§ **Exercise instructions**:
Beginning at the line that contains "pinky pip: (562, 229)", write out every line down to the end of the records, with both ends kept and nothing added.
- Opening Delimiter -
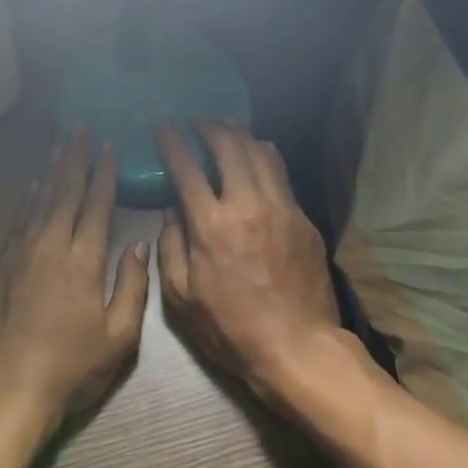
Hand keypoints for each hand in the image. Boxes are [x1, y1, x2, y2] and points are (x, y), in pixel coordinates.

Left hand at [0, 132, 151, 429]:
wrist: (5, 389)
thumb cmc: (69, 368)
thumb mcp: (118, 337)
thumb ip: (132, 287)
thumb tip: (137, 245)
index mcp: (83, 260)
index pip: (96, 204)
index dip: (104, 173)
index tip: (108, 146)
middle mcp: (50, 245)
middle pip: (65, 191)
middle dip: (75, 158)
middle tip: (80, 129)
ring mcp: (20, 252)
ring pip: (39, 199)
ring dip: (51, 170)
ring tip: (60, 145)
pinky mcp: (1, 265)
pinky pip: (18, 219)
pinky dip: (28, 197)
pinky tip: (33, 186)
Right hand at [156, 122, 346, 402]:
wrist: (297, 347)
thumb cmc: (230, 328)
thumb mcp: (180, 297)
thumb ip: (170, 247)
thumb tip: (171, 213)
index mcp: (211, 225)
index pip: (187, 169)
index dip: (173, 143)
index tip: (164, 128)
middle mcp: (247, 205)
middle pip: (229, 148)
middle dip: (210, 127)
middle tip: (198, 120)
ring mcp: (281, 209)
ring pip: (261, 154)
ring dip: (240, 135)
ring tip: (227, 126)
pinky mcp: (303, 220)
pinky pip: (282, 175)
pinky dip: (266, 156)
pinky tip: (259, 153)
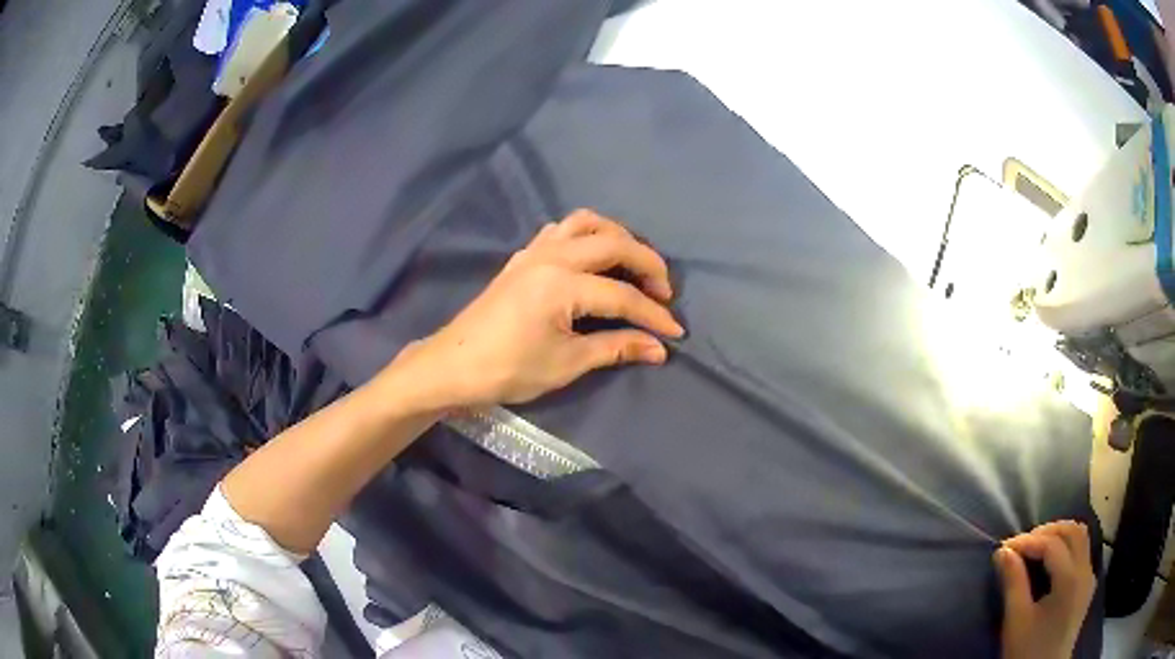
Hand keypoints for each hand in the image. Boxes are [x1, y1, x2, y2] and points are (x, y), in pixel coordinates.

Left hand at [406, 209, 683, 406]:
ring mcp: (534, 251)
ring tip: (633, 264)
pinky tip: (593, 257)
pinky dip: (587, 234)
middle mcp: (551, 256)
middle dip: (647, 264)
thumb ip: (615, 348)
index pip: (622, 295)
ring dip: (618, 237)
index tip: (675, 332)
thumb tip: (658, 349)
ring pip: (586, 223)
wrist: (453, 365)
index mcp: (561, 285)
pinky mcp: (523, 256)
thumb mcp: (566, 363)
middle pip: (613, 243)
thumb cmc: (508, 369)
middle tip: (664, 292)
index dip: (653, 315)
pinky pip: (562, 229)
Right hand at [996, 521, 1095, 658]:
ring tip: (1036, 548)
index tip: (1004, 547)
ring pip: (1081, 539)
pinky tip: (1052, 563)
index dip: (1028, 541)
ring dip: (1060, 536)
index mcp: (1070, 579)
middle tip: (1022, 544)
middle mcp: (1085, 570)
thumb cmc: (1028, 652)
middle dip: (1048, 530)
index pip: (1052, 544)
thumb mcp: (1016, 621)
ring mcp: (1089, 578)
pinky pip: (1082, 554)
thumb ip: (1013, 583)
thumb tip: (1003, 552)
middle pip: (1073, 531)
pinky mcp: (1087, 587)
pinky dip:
- Closing Delimiter -
§ **Result for this task**:
pinky pip: (562, 229)
Right hand at [996, 521, 1095, 658]:
ring tip: (1036, 548)
index tip: (1004, 547)
ring pip: (1081, 539)
pinky tip: (1052, 563)
index dip: (1028, 541)
ring dip: (1060, 536)
index mcp: (1070, 579)
middle tip: (1022, 544)
middle mcp: (1085, 570)
thumb cmc: (1028, 652)
middle dip: (1048, 530)
index pip: (1052, 544)
thumb mcp: (1016, 621)
ring mcp: (1089, 578)
pinky pip: (1082, 554)
thumb ip: (1013, 583)
thumb tip: (1003, 552)
middle pip: (1073, 531)
pinky mcp: (1087, 587)
pinky dip:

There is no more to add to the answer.